I’m Probably Not Psychic: BBAU Predictions Follow-up – Blog

Big Brother Australia 2013 Sonia 80s outfit

Just like skinny jeans don’t make you skinny, vintage clothes don’t make you younger.

EDIT: About an hour after I posted this, Big Brother had their Late Night Feast special where the Housemates got drunk (and a wicked case of wine lips). And Tim totally brought up boat people, and although it wasn’t a huge fight, I’m claiming it, bitches. I’m leaving the original post in-tact, but Tim’s should actually read Accurate, and my final score should actually be 6 Accurate and 9 Wrong. Maybe I am psychic.

We’re almost a month into Big Brother Australia 2013, and after 3 evictions, a few of my prediction deadlines have passed.

So let’s see how I did.

It’s not good.

It’s not Movie 43-level bad. But it’s bad.

My predictions for the original Housemates can be found here, and the Latecomers here. Keep up.

Let’s go:

Mikkayla
“Prediction: will only be able to survive first 3 evictions because nobody will remember she exists.”
I’m counting the first 3 evictions, not the first 3 evictees (stupid double eviction). Either way, Mikkayla is still there. Though she is proving way more visible than I thought she would. I really wish she would stop sucking up to Katie & Lucy, though. She’s gonna get diabetes (which she’s already well on her way to).
Result: Accurate.

Xavier
“Prediction: top 5, but won’t win.”
Nope, evicted 3rd. My bad.
Result: Wrong.

Tahan
“Prediction: she seems ready to do dumb shit for no reason, so she should do well at the Friday Night Games reboot.”
There’s only been 3 Showdowns so far, so she still has time to get there. But I wouldn’t back her.
Result: Wrong (so far).

Ben
“Prediction: all the straight guys will pretend to get along with him to be progressive, but will relentlessly nominate him.”
Well, fucking everyone is nominating Ben, so I guess I’ll count that as a win? Also, if he doesn’t go soon, I will kill myself.
Result: Accurate.

Tully
“Prediction: at least one of the straight guys will go for it. Maybe. This is Channel 9′s Big Brother. On Channel 10 they would have already gone through the condom supply.”
I miss Channel 10. This one got a bit weird, as Tully seems to be going for Drew more than he is for her (why would anyone pine after Jade?). I’m taking it as a win, though. Because what would I be without my crippling selfishness?
Result: Accurate.

Tim
“Prediction: he will get into an argument about boat people.”
This one was kind of a joke, but I’d feel dirty if I went back on a joke. They’re my babies.

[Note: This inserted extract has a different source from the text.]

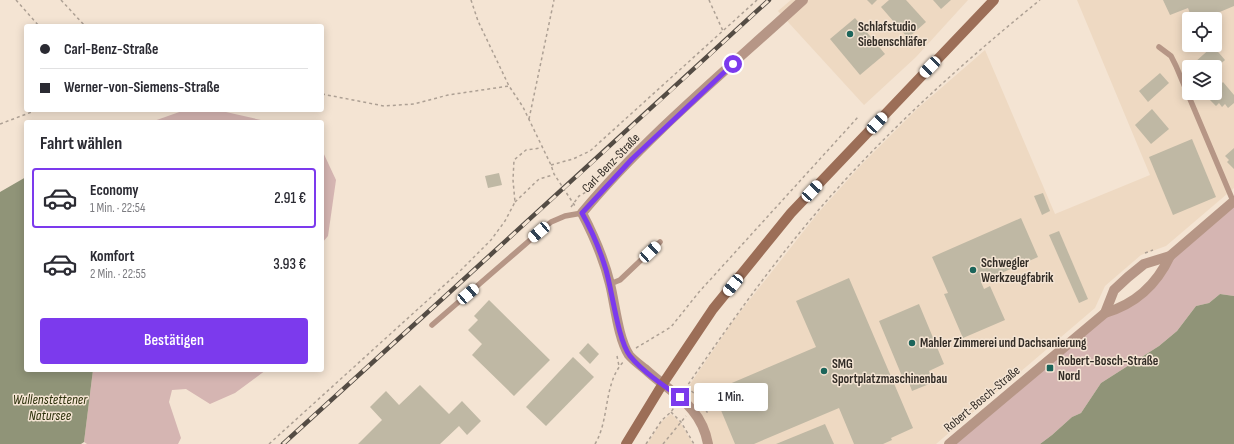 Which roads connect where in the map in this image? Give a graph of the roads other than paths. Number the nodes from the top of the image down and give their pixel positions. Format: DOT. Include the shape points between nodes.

My stolen, malformed babies.
Result: Wrong (so far).

Sharon
“Prediction: she won’t.” She won’t win, is what I was saying.
First evictee, bitches.
Result: Accurate.

Ed
“Prediction: he will flirt with Sonia Kruger during one of her crosses, purely to remind us that he isn’t dead.”
Ed is dull, so I got it right there. But I have failed to pay attention to any aspect of him that isn’t his abs. Nevertheless, I think fucking Ben has flirted more with Sonia than Ed. I’ll let this one go.
Result: Wrong (so far).

Matthew
“Prediction: he will never wear a shirt.”
I am a victim of my own hyperboles.
Result: Wrong. Obviously. He’s not an animal.

Heidi
“Prediction: will be within first 3 evicted.”
Nuh.
Result: Wrong.

Jasmin
“Prediction: Like Lisa from series 1, she will coast through until about halfway, then everyone will realise she’s a glorified houseplant and get rid of her.”
Well, gurl turned out to be more bitchtastic than I had anticipated. And now she’s gone.
Result: Wrong.

Caleb
“Prediction: he can hang out with Heidi in the first 3 evictees’ pavillion.”
Nuh. Unfortunately. Also, the way he talks is fucking weird. It’s like he’s breathless and has a slow-loading brain.
Result: Wrong.

Jade
“Prediction: she will run afoul of someone and be promptly nominated and evicted.”
Does being a dirty, wrinkled ho count as running afoul? Will you let me have this one? No? Rude.
Result: Wrong.

Drew
“Prediction: there is absolutely nothing relevant about him. He will be evicted near the middle when everyone realises he has no value.”
Well he’s still there, so I guess we’ll just have to wait a few weeks more to see if this one holds up.
Result: To Be Determined.

Rohan
“Prediction: he’s an “actor,” so will naturally be hated by any slightly real person he encounters. Don’t get attached to him, which I’m sure won’t be a problem for about 100% of you.”
Second one out the door. Bask in my divine wisdom.
Result: Accurate.

Katie & Lucy
“Prediction: they’re too gross to be desired by any of the male housemates, so they’ll be right behind Rohan with their ticket outta there. Unless the housemates mistake them for being mentally deficient and take pity on them.”
Caleb was desperate enough to go for Lucy (the ugly one. Wtf?). And Jasmin followed Rohan out, so it’s another concession from me. Fuck these scrags.
Result: Wrong.

Alright, let’s see how I went:

I got 5 Accurate (Mikkayla, Ben, Tully, Sharon, Rohan)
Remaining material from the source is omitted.